• [TASK GOAL]: Pictures excluded, return every entry exactly, please.

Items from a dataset
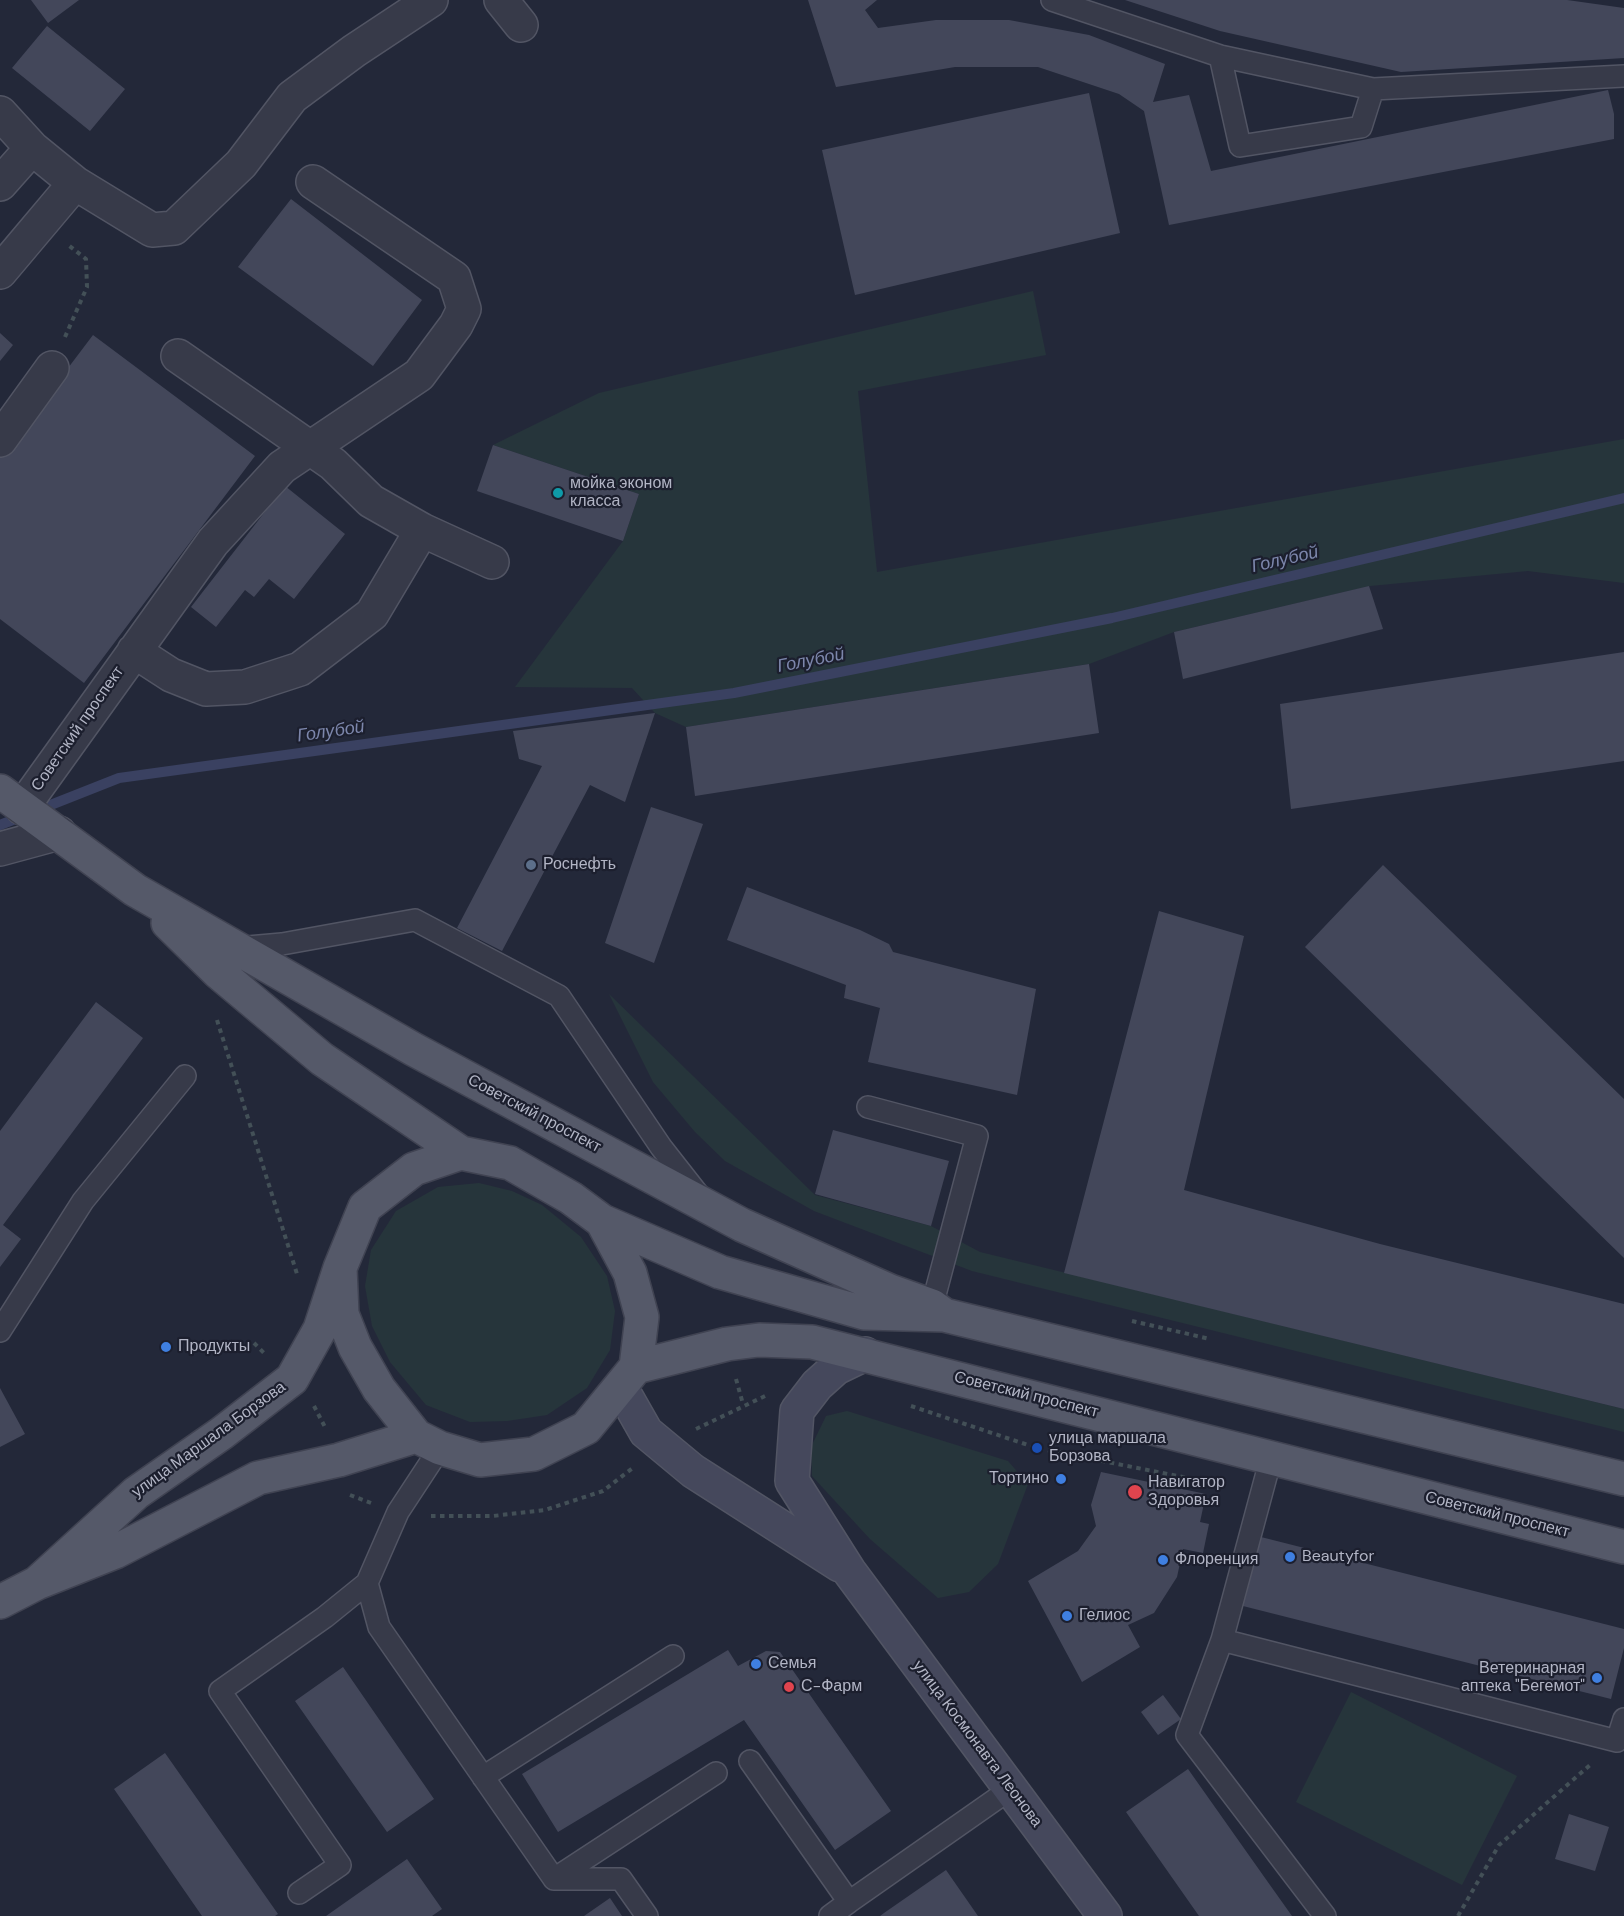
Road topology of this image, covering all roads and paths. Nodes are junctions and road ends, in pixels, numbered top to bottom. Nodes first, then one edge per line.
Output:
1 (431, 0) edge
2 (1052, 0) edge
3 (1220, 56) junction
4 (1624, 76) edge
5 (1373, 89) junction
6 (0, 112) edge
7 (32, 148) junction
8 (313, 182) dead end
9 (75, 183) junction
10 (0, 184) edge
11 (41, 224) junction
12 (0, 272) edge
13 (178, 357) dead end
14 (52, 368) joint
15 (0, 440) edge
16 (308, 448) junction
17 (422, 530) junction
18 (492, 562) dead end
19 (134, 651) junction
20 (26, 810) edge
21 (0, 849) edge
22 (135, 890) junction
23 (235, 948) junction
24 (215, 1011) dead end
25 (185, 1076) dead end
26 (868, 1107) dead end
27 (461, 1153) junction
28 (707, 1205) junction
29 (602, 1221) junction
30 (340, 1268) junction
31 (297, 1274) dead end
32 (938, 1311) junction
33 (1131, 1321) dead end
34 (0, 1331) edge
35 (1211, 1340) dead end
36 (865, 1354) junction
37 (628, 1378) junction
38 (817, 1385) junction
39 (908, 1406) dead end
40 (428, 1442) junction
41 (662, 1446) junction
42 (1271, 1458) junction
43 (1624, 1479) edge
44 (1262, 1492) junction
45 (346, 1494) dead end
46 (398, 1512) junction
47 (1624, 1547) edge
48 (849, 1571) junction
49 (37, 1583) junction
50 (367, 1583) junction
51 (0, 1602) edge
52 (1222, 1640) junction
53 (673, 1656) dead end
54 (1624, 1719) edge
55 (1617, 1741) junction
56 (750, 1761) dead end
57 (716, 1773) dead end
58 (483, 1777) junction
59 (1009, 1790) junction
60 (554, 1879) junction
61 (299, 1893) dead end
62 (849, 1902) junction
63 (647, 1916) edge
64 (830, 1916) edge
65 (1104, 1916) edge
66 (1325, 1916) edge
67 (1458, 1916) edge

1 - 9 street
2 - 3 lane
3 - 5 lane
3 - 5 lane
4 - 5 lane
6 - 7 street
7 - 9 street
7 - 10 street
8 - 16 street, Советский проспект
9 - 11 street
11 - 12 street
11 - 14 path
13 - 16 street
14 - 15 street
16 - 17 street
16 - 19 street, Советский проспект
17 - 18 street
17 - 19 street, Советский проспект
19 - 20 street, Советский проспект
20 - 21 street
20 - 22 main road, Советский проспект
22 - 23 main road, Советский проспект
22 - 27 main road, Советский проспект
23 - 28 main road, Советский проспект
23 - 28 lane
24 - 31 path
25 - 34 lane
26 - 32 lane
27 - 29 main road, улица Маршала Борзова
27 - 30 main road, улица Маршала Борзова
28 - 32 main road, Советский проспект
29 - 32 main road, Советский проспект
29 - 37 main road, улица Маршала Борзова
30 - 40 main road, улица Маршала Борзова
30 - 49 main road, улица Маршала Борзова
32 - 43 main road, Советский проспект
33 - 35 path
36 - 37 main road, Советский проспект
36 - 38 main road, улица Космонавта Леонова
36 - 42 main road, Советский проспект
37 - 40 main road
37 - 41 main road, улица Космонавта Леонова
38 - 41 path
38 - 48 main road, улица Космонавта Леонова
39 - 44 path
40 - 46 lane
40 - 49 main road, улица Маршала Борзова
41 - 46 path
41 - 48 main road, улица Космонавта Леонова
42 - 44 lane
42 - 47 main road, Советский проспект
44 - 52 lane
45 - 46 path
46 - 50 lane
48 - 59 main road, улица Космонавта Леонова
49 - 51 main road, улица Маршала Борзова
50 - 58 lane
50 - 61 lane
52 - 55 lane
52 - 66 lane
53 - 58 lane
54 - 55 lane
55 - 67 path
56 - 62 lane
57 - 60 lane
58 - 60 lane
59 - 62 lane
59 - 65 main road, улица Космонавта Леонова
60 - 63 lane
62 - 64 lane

• [TASK RESPONSE]:
Road topology of this image, covering all roads and paths. Nodes are junctions and road ends, in pixels, numbered top to bottom. Nodes first, then one edge per line.
Output:
1 (431, 0) edge
2 (1052, 0) edge
3 (1220, 56) junction
4 (1624, 76) edge
5 (1373, 89) junction
6 (0, 112) edge
7 (32, 148) junction
8 (313, 182) dead end
9 (75, 183) junction
10 (0, 184) edge
11 (41, 224) junction
12 (0, 272) edge
13 (178, 357) dead end
14 (52, 368) joint
15 (0, 440) edge
16 (308, 448) junction
17 (422, 530) junction
18 (492, 562) dead end
19 (134, 651) junction
20 (26, 810) edge
21 (0, 849) edge
22 (135, 890) junction
23 (235, 948) junction
24 (215, 1011) dead end
25 (185, 1076) dead end
26 (868, 1107) dead end
27 (461, 1153) junction
28 (707, 1205) junction
29 (602, 1221) junction
30 (340, 1268) junction
31 (297, 1274) dead end
32 (938, 1311) junction
33 (1131, 1321) dead end
34 (0, 1331) edge
35 (1211, 1340) dead end
36 (865, 1354) junction
37 (628, 1378) junction
38 (817, 1385) junction
39 (908, 1406) dead end
40 (428, 1442) junction
41 (662, 1446) junction
42 (1271, 1458) junction
43 (1624, 1479) edge
44 (1262, 1492) junction
45 (346, 1494) dead end
46 (398, 1512) junction
47 (1624, 1547) edge
48 (849, 1571) junction
49 (37, 1583) junction
50 (367, 1583) junction
51 (0, 1602) edge
52 (1222, 1640) junction
53 (673, 1656) dead end
54 (1624, 1719) edge
55 (1617, 1741) junction
56 (750, 1761) dead end
57 (716, 1773) dead end
58 (483, 1777) junction
59 (1009, 1790) junction
60 (554, 1879) junction
61 (299, 1893) dead end
62 (849, 1902) junction
63 (647, 1916) edge
64 (830, 1916) edge
65 (1104, 1916) edge
66 (1325, 1916) edge
67 (1458, 1916) edge

1 - 9 street
2 - 3 lane
3 - 5 lane
3 - 5 lane
4 - 5 lane
6 - 7 street
7 - 9 street
7 - 10 street
8 - 16 street, Советский проспект
9 - 11 street
11 - 12 street
11 - 14 path
13 - 16 street
14 - 15 street
16 - 17 street
16 - 19 street, Советский проспект
17 - 18 street
17 - 19 street, Советский проспект
19 - 20 street, Советский проспект
20 - 21 street
20 - 22 main road, Советский проспект
22 - 23 main road, Советский проспект
22 - 27 main road, Советский проспект
23 - 28 main road, Советский проспект
23 - 28 lane
24 - 31 path
25 - 34 lane
26 - 32 lane
27 - 29 main road, улица Маршала Борзова
27 - 30 main road, улица Маршала Борзова
28 - 32 main road, Советский проспект
29 - 32 main road, Советский проспект
29 - 37 main road, улица Маршала Борзова
30 - 40 main road, улица Маршала Борзова
30 - 49 main road, улица Маршала Борзова
32 - 43 main road, Советский проспект
33 - 35 path
36 - 37 main road, Советский проспект
36 - 38 main road, улица Космонавта Леонова
36 - 42 main road, Советский проспект
37 - 40 main road
37 - 41 main road, улица Космонавта Леонова
38 - 41 path
38 - 48 main road, улица Космонавта Леонова
39 - 44 path
40 - 46 lane
40 - 49 main road, улица Маршала Борзова
41 - 46 path
41 - 48 main road, улица Космонавта Леонова
42 - 44 lane
42 - 47 main road, Советский проспект
44 - 52 lane
45 - 46 path
46 - 50 lane
48 - 59 main road, улица Космонавта Леонова
49 - 51 main road, улица Маршала Борзова
50 - 58 lane
50 - 61 lane
52 - 55 lane
52 - 66 lane
53 - 58 lane
54 - 55 lane
55 - 67 path
56 - 62 lane
57 - 60 lane
58 - 60 lane
59 - 62 lane
59 - 65 main road, улица Космонавта Леонова
60 - 63 lane
62 - 64 lane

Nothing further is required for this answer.